(Beginning of Records)

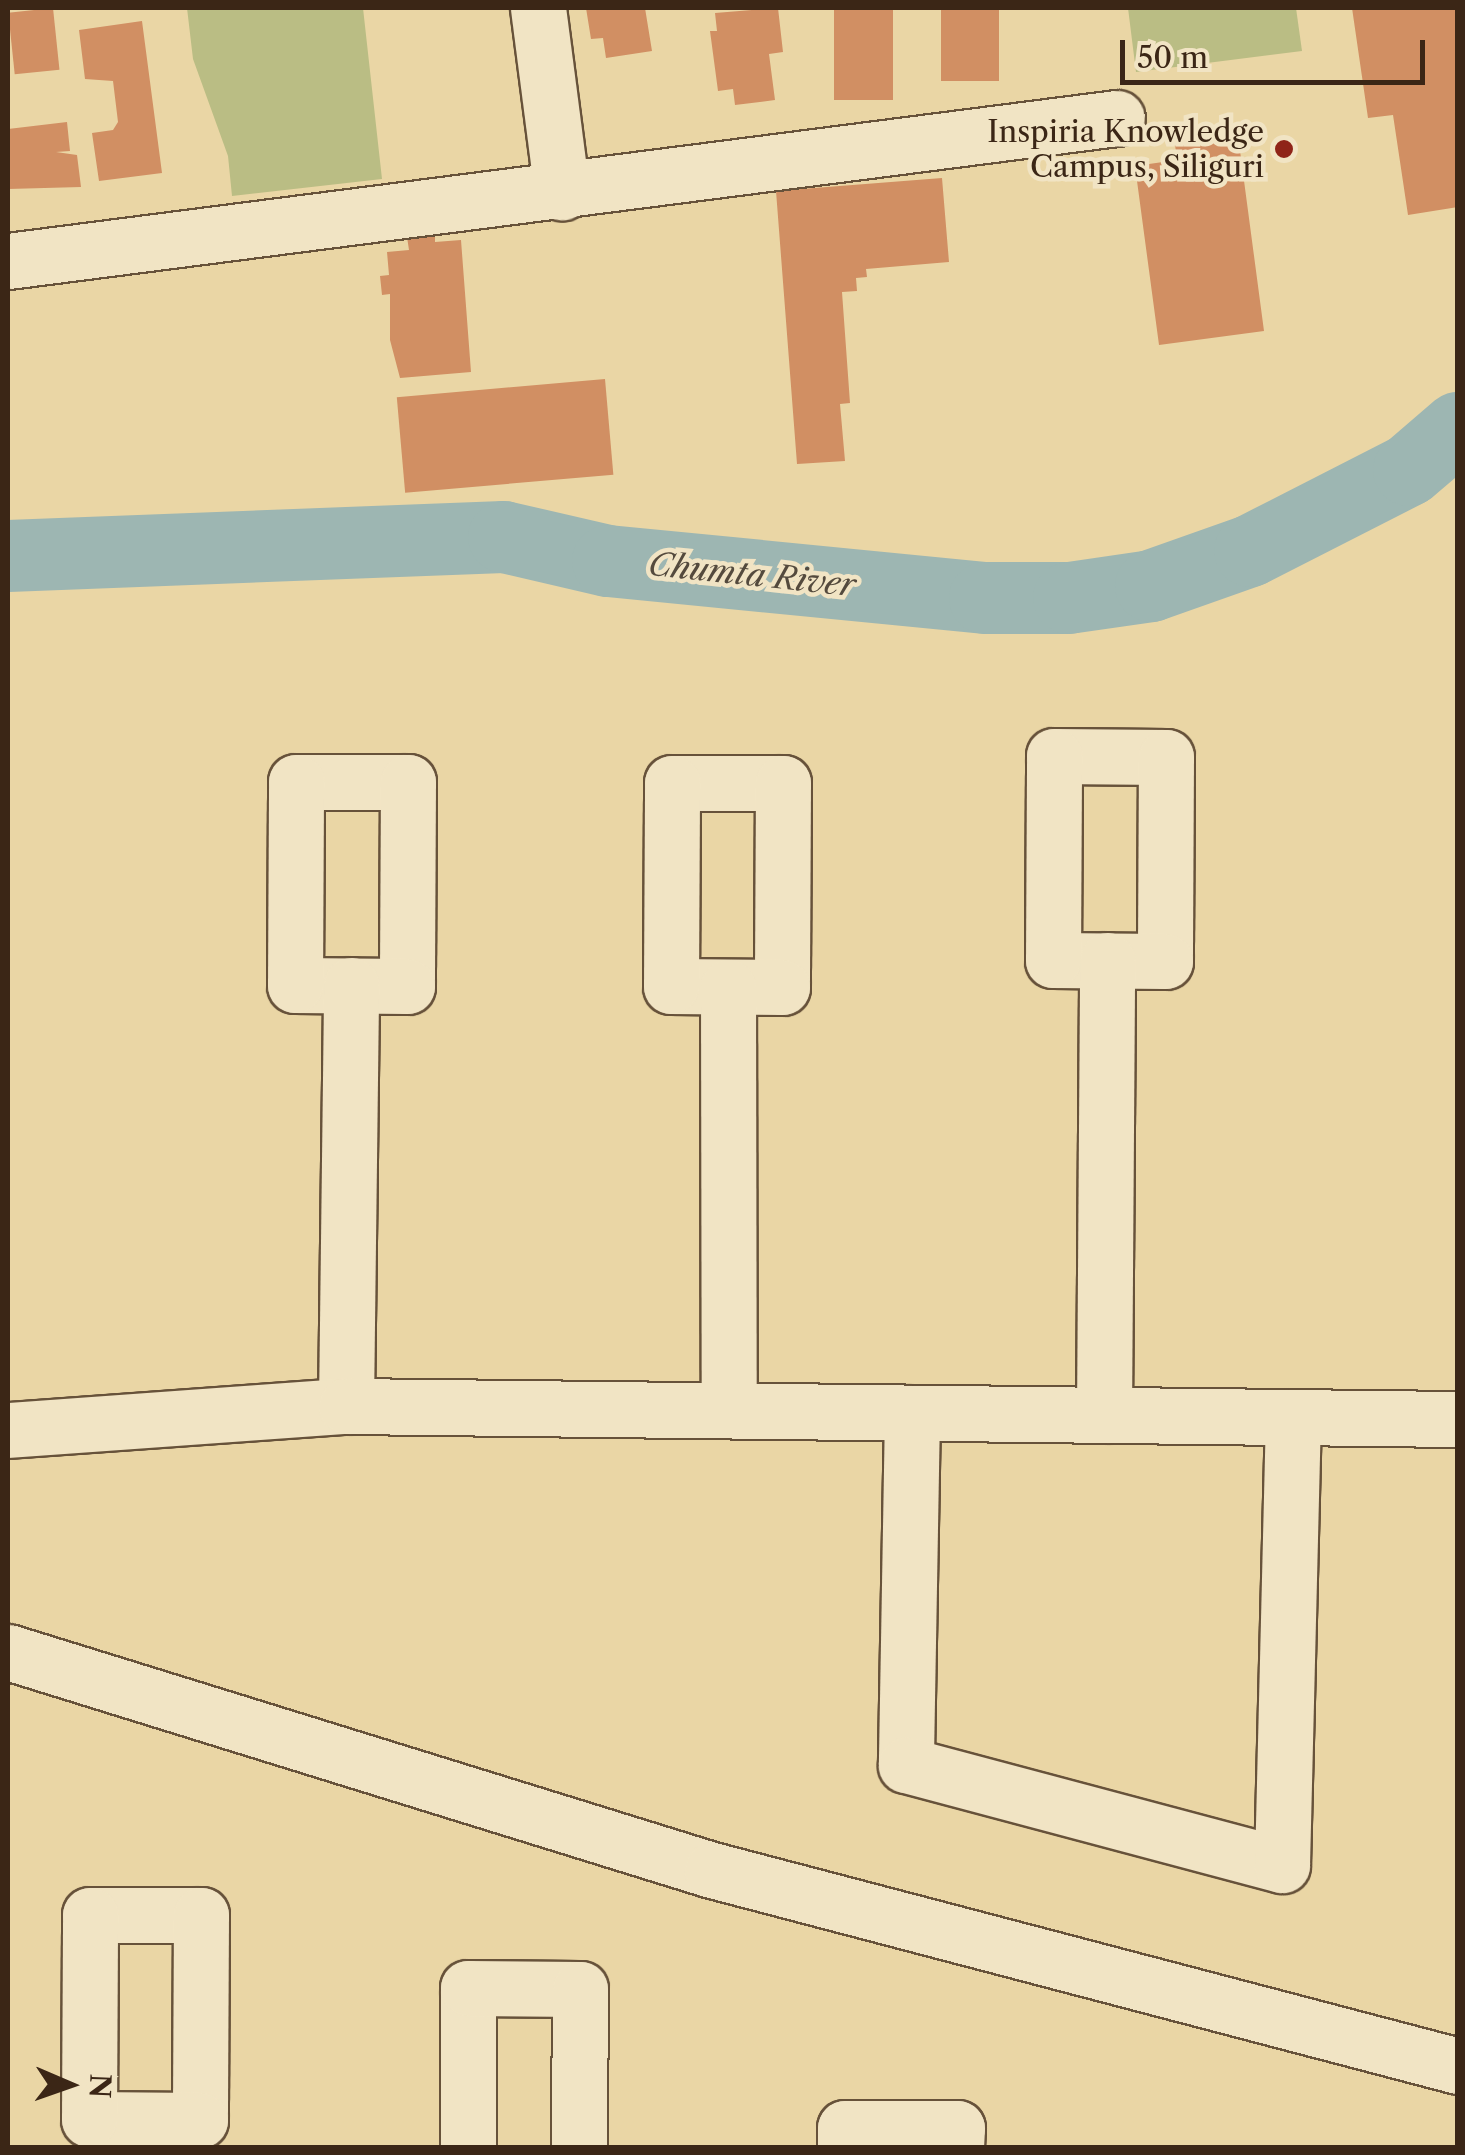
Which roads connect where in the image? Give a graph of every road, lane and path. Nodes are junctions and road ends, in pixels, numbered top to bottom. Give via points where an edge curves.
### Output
1 (538, 8) edge
2 (1117, 118) dead end
3 (562, 192) junction
4 (8, 261) edge
5 (1108, 960) dead end
6 (351, 986) dead end
7 (728, 986) dead end
8 (346, 1406) junction
9 (729, 1410) junction
10 (912, 1412) junction
11 (1104, 1415) junction
12 (1293, 1417) junction
13 (1458, 1419) edge
14 (8, 1430) edge
15 (8, 1652) edge
16 (1458, 2066) edge
17 (468, 2148) edge
18 (579, 2148) edge
19 (845, 2148) edge
20 (956, 2148) edge

1 - 3 street
2 - 3 street
3 - 4 street
5 - 11 street
6 - 8 street
7 - 9 street
8 - 9 street
8 - 14 street
9 - 10 street
10 - 11 street
10 - 12 street via 906,1766 1282,1865
11 - 12 street
12 - 13 street
15 - 16 street via 712,1870
17 - 18 street via 468,1988 580,1989
19 - 20 street via 845,2128 956,2128

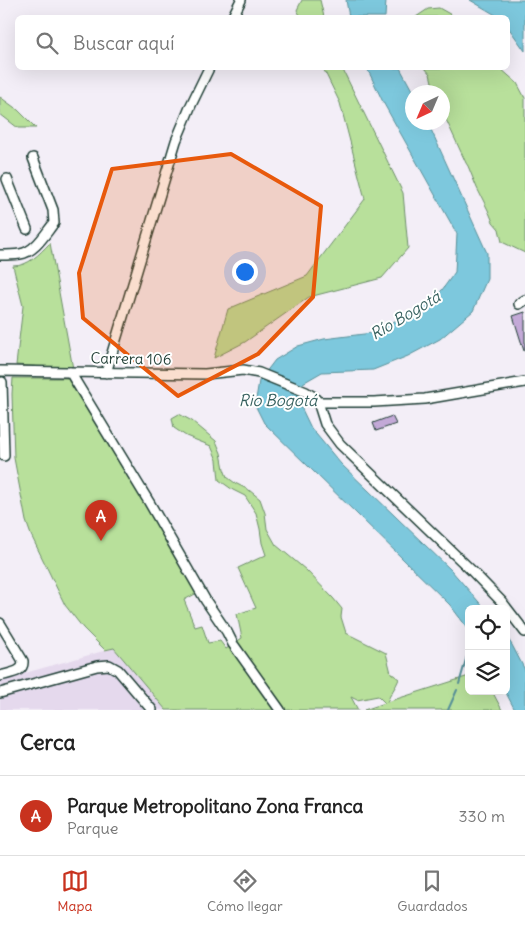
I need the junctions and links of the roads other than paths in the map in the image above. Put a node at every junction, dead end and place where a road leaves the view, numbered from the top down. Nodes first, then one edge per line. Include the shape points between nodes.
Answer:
1 (241, 0) edge
2 (234, 15) edge
3 (208, 70) edge
4 (32, 158) dead end
5 (7, 179) dead end
6 (27, 229) dead end
7 (0, 255) edge
8 (1, 371) edge
9 (70, 372) junction
10 (106, 373) junction
11 (1, 382) edge
12 (525, 382) edge
13 (318, 402) junction
14 (4, 456) dead end
15 (525, 617) edge
16 (514, 618) junction
17 (0, 623) edge
18 (525, 632) edge
19 (0, 676) edge
20 (0, 693) edge
21 (152, 710) edge
22 (280, 710) edge

1 - 2 street
3 - 10 street via 176,141
4 - 7 street via 53,210 54,222 34,247 22,254
5 - 6 street
8 - 9 street, Carrera 106
8 - 11 street
9 - 10 street, Carrera 106
9 - 22 street via 206,601
10 - 13 street, Carrera 106 via 206,374 243,370 306,392
11 - 14 street
12 - 13 street via 424,399
13 - 16 street via 325,424 340,444 472,571
15 - 16 street
16 - 18 street
17 - 19 street via 23,661 19,670
20 - 21 street via 109,665 118,670

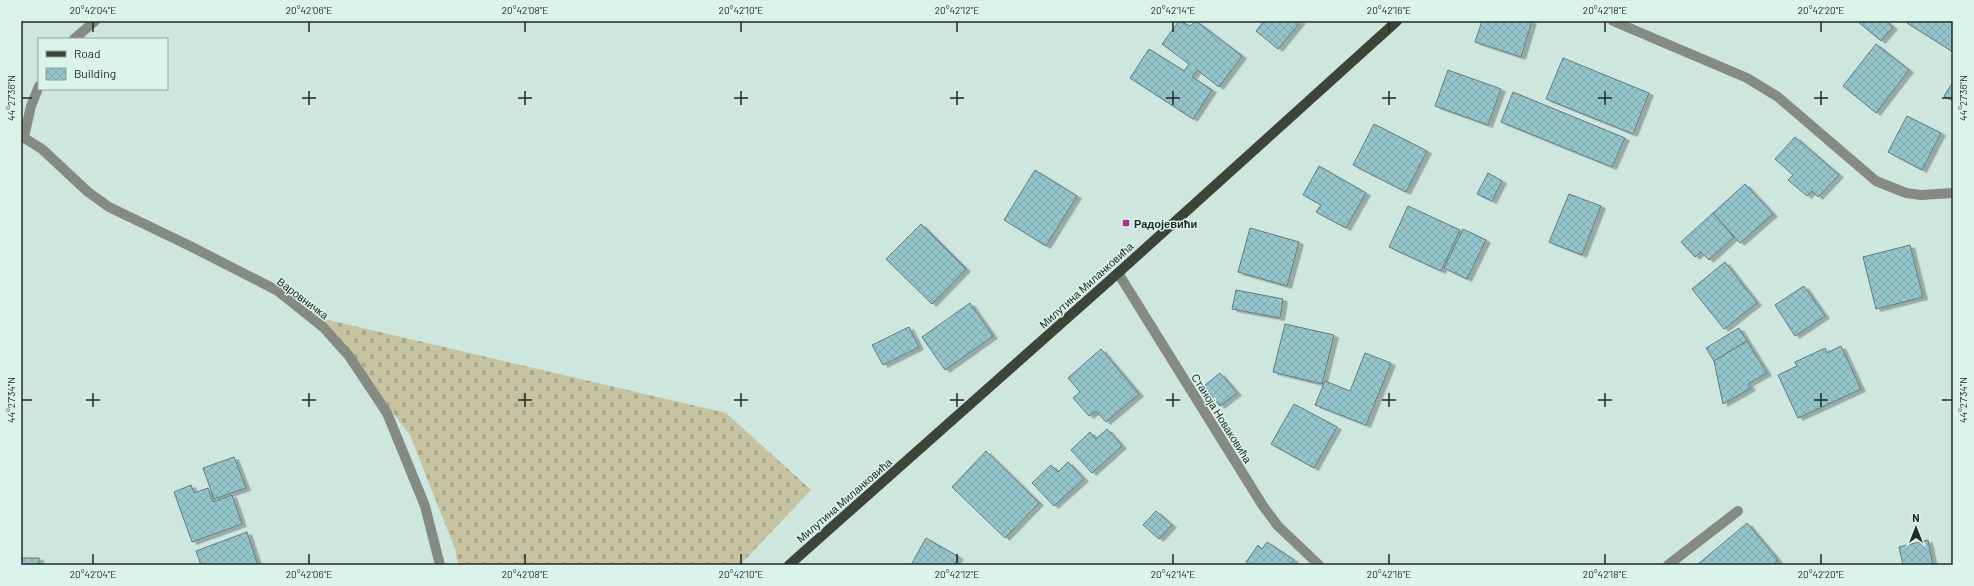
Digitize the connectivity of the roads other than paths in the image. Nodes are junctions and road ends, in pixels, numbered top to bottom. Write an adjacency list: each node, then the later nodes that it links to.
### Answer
1 (95, 21): 4 (street)
2 (1397, 21): 8 (main road, Милутина Миланковића)
3 (1613, 21): 7 (street)
4 (75, 38)
5 (38, 88): 6 (street)
6 (22, 136): 10 (street, Варовничка)
7 (1953, 193)
8 (1118, 273): 11 (main road, Милутина Миланковића); 12 (street, Станоја Новаковића)
9 (1738, 510): 13 (street)
10 (440, 565)
11 (789, 565)
12 (1319, 565)
13 (1668, 565)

(End of Records)

◆ **About this task**: In the records above, find every line that contains the word "where" and copy it.

◆ **Exercise solution**:
Which roads connect where in the image? Give a graph of every road, lane and path. Nodes are junctions and road ends, in pixels, numbered top to bottom. Give via points where an edge curves.
I need the junctions and links of the roads other than paths in the map in the image above. Put a node at every junction, dead end and place where a road leaves the view, numbered from the top down. Nodes first, then one edge per line. Include the shape points between nodes.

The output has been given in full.